Но в отличие от отца-скульптора Зина уже тогда была «чистым» живописцем; не менее, чем впечатления от нового быта, привлекала ее прелесть окружающей природы, произведшей в свое время такое сильное впечатление на Александра Бенуа. И уже во время первого своего длительного пребывания в Нескучном Зина пишет — чаще акварелью, а иногда темперой — пейзажи имения и его окрестностей, пишет с подчас неожиданным для такой юной девочки тонким чувством цвета, передавая не только характерные особенности мотива, но и свето-воздушную среду, блеск и сияние утреннего и закатного солнечного освещения. Именно в эти весенние и летние месяцы 1899 года и нескольких следующих лет вырабатывается особая, отличающая творчество Серебряковой цветовая энергия.
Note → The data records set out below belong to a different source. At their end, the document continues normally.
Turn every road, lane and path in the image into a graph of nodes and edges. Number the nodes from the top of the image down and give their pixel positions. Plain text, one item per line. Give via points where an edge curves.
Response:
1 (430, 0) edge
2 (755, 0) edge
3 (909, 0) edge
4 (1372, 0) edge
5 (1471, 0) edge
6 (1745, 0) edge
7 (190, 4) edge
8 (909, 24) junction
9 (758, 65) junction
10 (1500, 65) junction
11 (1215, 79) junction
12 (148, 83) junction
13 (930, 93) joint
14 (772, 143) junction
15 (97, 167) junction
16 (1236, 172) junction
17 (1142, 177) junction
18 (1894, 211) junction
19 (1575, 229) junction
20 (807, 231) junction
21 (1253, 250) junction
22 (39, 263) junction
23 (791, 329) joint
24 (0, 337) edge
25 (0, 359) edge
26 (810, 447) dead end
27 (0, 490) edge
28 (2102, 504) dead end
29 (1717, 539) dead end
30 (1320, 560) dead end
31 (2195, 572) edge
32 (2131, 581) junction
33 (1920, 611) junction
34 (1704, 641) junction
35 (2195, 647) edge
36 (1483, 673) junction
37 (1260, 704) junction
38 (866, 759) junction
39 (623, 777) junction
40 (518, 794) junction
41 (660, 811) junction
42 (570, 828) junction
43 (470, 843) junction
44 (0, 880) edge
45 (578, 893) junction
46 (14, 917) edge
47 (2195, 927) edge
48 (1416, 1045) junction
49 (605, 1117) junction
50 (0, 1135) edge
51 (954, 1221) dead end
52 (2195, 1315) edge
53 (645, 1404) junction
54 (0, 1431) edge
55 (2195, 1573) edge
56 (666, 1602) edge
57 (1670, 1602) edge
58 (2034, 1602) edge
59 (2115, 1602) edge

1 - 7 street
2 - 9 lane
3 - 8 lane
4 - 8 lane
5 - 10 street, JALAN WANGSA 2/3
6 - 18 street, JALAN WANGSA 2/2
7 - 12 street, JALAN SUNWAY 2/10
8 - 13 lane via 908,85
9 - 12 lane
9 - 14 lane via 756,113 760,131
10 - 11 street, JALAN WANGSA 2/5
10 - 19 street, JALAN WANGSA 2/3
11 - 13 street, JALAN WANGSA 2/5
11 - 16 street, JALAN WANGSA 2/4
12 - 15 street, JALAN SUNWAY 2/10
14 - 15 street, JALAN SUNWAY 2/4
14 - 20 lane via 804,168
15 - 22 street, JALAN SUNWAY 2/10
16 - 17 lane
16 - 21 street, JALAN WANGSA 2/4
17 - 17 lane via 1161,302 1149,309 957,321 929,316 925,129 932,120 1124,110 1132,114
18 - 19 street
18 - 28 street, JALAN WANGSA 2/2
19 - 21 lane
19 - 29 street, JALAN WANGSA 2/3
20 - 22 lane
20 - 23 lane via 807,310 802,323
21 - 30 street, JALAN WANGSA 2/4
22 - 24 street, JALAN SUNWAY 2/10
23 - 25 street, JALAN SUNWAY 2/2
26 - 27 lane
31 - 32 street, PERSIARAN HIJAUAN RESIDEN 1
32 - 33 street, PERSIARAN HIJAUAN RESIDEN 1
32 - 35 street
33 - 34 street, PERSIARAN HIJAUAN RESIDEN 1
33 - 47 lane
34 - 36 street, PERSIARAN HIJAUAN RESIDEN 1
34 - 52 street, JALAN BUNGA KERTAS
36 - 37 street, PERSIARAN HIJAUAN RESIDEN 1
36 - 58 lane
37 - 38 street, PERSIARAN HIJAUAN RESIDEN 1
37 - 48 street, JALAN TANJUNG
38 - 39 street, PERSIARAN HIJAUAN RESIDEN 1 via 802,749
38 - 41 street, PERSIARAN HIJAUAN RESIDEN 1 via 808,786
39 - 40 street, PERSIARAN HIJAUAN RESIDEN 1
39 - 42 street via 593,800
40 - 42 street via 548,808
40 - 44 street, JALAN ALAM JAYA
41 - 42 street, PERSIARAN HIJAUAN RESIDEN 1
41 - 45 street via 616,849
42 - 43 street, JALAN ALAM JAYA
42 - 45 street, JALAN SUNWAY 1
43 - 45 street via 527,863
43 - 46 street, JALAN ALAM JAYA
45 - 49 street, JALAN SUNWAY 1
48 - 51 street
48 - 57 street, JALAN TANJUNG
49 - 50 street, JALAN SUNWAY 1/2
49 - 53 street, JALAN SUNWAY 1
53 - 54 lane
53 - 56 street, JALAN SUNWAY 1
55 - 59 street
В одном из писем матери из Нескучного Зина восторгается: «Как здесь чудно, как хорошо, вчера мы сорвали первую зацветшую ветку вишни и черемухи, а скоро весь сад будет белый и душистый: за эту ночь (шел теплый дождичек) весь сад оделся в зелень, все луга усеяны цветами, а поля ярко-зеленые, всходы чудные». Любопытно сопоставить это письмо с тем, вполне прозаичным, что послала почти одновременно ее сестра Катя: «Дорога по случаю дождя очень плохая, так что пока мы дотащились до Нескучного, мы успели замерзнуть и пожалели даже, что не было с нами зимних вещей. Сегодня хотя дождь и перестал, но зато страшный ветер, так что я не выхожу, а Зина все ходит и ищет, что бы ей рисовать»[20].

Италия

Весной 1901 года Зина закончила курс Коломенской гимназии. Вопрос о ее будущем был совершенно ясен как для нее самой, так и для ее близких: ей предстоит путь живописца. Ее принимают в частную художественную школу княгини М. К. Тенишевой, готовившую к поступлению в Академию художеств. Этим учебным заведением, с самого его основания в 1894 году, руководил И. Е. Репин, основываясь в преподавании на высоко ценимой им школе рисунка академика П. П. Чистякова, с одной стороны, и на свободном восприятии и передаче натуры — с другой. Однако именно в 1901 году Репин решил покинуть школу и в оставшийся месяц, когда в ней начала заниматься Зина Лансере, даже ни разу не посетил студию. Поэтому она проучилась там лишь один этот месяц, пока занятия шли еще по репинской системе. Здесь она впервые начала рисовать с гипсов и, что особенно важно, приступила к штудиям натурщиков. Работала она — и тогда, в юности, и позднее, уже в зрелые годы — не просто усердно, а самоотверженно. Сохранились ее уже вполне серьезные учебные рисунки и даже акварельный этюд натурщика. Но еще убедительнее доказывает невозможность для нее жить, не рисуя, альбом «тенишевского» месяца, полный портретных зарисовок соучениц — очень метких и, по существу, уже профессиональных. Особенно интересны акварели, изображающие «тенишевок» за работой. Цвет в них точно выверен и обобщен, отсутствует мелочная детализация, зато подчеркнута характерность поз. Большое количество созданных за месяц пребывания в стенах училища удачных, свободных работ свидетельствует, что Зина Лансере с ранней юности умела извлекать из самых кратких, почти случайных уроков наибольшую пользу для себя как живописца.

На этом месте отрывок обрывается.